Energetic frustrations in protein folding at residue resolution: a simulation study of homologous immunoglobulin-like \b{eta}-sandwich proteins (1701.08094v1)

Abstract: Nonnative residual interactions have attracted increasing attention in recent protein folding researches. Experimental and theoretical investigations had been set out to catch nonnative contacts that might dominate key events in protein folding. However, energetic frustrations caused by nonnative inter-residue interactions are not systematically characterized, due to the complicated folding mechanism. Recently, we studied the folding of a set of homologous all-{\alpha} proteins and found that nonnative-contact-based energetic frustrations are closely related to protein native-contact networks. In this paper, we studied the folding of nine homologous immunoglobulin-like (Ig-like) \b{eta}-sandwich proteins and examined energetic frustrations caused by nonnative inter-residue interactions, based on analyses of residual phi-values and contact maps of transition state ensembles.
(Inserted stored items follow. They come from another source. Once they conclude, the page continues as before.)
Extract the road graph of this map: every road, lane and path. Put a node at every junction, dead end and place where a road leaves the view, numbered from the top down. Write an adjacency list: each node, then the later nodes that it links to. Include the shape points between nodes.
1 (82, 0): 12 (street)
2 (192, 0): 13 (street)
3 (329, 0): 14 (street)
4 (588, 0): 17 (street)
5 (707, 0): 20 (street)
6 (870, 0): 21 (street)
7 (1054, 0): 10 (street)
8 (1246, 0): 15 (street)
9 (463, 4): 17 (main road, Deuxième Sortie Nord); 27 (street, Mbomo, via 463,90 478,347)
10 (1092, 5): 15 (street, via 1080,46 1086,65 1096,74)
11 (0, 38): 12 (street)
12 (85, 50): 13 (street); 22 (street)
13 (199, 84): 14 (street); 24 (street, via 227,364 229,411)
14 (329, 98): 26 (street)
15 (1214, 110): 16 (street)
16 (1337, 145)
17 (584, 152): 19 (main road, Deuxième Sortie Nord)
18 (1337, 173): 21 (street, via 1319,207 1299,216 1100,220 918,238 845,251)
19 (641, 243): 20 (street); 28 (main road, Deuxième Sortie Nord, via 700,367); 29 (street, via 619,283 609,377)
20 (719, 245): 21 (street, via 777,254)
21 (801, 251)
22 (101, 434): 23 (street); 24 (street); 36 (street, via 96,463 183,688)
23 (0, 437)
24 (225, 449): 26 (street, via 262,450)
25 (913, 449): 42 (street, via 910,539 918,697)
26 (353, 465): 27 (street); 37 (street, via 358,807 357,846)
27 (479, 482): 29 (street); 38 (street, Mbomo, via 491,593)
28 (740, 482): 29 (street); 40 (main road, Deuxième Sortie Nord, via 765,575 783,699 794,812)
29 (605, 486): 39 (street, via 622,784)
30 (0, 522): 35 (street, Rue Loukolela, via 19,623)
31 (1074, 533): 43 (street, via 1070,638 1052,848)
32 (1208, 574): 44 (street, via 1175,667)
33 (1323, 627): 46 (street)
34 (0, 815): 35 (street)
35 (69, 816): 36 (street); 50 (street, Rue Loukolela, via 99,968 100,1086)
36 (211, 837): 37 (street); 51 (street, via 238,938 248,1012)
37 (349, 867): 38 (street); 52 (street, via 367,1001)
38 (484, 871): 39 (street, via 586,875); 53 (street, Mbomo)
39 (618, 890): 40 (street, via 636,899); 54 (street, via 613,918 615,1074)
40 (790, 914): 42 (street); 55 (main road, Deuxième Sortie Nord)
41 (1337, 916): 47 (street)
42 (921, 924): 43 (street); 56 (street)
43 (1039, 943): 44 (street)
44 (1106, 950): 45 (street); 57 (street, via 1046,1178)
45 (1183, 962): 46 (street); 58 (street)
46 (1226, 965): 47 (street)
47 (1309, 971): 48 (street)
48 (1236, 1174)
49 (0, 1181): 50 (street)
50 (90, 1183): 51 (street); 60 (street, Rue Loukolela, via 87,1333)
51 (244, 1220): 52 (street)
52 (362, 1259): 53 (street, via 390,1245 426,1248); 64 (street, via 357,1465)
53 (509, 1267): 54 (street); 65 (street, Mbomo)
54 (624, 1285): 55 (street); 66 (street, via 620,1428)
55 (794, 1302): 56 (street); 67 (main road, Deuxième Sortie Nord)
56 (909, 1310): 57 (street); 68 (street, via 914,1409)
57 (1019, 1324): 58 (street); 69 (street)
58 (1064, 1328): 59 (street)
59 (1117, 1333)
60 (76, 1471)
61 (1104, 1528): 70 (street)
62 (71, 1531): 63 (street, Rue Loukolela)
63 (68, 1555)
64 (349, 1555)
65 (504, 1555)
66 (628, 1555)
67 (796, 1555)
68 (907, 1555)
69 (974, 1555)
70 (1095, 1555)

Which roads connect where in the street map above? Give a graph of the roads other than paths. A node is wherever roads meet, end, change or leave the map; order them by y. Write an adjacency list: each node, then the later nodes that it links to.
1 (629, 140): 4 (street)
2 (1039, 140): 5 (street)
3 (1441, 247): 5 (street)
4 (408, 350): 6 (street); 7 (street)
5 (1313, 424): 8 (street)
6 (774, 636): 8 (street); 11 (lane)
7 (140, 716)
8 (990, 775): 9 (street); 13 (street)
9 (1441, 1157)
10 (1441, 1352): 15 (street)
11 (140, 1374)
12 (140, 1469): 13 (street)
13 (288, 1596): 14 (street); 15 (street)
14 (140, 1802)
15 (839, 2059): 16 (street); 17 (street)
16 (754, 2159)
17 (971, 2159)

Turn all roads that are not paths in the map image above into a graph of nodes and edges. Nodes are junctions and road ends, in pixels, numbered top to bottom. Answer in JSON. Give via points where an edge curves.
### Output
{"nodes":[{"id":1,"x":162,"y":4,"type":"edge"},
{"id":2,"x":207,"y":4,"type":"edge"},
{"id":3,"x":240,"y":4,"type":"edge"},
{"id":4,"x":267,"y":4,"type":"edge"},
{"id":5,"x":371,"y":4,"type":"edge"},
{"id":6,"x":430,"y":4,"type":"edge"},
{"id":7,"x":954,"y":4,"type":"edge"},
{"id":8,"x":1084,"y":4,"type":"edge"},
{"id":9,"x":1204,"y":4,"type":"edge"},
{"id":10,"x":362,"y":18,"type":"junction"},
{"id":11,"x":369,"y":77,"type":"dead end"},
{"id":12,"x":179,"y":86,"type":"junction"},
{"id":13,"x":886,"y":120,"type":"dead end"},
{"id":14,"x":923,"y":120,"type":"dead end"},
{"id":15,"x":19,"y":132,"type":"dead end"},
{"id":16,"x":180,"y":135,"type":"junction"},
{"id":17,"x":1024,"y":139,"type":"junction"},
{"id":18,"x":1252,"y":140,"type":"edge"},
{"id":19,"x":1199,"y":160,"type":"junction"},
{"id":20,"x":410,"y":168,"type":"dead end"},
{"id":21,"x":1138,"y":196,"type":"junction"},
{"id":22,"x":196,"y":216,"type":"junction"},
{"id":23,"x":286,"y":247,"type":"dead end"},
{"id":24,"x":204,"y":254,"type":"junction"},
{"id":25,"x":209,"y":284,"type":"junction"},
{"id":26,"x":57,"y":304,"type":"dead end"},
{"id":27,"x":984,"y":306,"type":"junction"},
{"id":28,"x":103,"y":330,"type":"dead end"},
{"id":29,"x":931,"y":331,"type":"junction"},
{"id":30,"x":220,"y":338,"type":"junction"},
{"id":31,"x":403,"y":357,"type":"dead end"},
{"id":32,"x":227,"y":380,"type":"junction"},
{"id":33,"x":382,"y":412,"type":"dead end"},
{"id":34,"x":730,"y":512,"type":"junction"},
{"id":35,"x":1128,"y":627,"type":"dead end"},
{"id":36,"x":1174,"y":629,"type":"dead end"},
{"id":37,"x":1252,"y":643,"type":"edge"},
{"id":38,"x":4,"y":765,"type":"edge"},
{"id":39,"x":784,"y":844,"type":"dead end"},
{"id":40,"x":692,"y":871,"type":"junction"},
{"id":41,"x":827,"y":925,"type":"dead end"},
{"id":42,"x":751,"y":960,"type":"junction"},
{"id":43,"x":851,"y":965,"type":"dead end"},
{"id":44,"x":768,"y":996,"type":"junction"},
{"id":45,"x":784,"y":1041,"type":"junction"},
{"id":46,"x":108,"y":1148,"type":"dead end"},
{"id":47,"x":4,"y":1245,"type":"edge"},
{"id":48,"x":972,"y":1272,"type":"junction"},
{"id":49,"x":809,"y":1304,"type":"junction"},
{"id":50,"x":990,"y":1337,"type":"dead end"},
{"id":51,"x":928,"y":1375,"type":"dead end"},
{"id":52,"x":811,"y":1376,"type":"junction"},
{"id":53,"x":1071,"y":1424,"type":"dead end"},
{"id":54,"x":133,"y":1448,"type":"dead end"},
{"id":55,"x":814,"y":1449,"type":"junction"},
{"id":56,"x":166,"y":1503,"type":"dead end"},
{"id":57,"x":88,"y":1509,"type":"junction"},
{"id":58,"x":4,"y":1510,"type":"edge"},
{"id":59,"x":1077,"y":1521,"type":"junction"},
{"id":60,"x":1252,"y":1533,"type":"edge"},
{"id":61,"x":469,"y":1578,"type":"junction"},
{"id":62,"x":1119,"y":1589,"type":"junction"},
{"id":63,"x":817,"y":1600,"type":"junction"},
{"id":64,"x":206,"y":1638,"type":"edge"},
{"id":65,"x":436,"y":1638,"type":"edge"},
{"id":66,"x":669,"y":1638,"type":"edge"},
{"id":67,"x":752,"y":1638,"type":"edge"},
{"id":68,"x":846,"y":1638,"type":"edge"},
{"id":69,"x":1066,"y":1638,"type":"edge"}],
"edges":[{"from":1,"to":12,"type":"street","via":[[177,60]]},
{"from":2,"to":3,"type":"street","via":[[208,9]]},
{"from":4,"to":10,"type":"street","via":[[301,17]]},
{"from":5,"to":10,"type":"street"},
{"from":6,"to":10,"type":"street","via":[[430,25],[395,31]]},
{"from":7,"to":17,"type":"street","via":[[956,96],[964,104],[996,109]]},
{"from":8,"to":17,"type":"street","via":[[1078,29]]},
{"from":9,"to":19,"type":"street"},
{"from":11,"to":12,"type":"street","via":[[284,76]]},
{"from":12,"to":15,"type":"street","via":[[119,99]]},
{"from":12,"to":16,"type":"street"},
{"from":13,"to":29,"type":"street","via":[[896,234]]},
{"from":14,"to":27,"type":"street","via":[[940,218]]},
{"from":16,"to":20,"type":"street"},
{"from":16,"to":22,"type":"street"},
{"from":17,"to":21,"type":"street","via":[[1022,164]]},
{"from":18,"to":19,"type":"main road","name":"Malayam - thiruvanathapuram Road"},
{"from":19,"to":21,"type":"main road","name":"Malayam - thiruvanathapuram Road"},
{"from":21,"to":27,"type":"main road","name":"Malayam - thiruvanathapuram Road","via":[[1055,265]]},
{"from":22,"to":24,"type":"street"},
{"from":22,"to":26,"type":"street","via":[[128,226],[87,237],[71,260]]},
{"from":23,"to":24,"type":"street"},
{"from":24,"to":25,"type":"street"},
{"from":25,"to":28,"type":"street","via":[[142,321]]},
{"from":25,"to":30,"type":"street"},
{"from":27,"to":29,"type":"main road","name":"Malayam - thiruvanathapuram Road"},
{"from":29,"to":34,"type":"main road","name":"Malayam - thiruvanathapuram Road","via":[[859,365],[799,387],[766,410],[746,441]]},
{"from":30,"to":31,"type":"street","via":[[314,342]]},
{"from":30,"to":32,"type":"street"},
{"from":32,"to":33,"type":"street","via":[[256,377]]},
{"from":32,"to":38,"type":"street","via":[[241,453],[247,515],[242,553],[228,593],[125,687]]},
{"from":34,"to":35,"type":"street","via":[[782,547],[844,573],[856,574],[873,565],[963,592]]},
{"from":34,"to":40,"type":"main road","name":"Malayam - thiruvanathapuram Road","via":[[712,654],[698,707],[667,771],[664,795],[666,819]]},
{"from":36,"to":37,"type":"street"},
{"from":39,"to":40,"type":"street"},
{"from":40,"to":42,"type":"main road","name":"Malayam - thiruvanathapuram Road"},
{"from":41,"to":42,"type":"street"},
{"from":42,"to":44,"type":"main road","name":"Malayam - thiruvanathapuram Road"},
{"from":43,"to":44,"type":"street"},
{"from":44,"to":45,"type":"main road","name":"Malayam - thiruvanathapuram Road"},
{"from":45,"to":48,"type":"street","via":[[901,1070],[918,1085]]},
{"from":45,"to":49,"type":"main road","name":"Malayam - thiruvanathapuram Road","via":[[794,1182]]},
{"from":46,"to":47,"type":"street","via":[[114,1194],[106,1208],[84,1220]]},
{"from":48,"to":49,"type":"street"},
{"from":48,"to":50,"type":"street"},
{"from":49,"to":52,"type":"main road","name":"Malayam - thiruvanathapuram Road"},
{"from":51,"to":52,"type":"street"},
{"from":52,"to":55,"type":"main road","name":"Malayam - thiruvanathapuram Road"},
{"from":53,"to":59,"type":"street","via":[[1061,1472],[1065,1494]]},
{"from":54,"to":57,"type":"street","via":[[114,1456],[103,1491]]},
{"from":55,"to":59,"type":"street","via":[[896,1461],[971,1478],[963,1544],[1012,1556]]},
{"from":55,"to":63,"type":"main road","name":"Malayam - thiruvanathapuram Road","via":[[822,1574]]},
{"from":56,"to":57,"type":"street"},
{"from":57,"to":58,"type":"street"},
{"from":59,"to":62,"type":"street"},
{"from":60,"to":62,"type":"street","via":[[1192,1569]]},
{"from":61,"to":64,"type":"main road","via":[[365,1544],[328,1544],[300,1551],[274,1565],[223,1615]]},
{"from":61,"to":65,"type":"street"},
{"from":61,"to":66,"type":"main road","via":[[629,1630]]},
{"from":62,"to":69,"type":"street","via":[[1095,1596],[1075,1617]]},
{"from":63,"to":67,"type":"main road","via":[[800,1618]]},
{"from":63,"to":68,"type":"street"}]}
The proteins share similar tertiary structures, thus minimize topology frustration differences in protein folding and highlighting the effects of energetic frustrations as caused by hydrophilic-hydrophobic mutations. Our calculations showed that energetic frustrations have highly heterogeneous effects on the folding of most secondary structures and on the folding correlations between different folding-patches of \b{eta}-sandwich proteins. The simulations revealed a strong interplay between energetic frustrations and native-contact networks in \b{eta}-sandwich domains, which ensures that \b{eta}-sandwich domains follow a common folding mechanism. Our results suggested that the folding processes of \b{eta}-sandwich proteins might be redesigned by carefully manipulating energetic frustrations at residue level.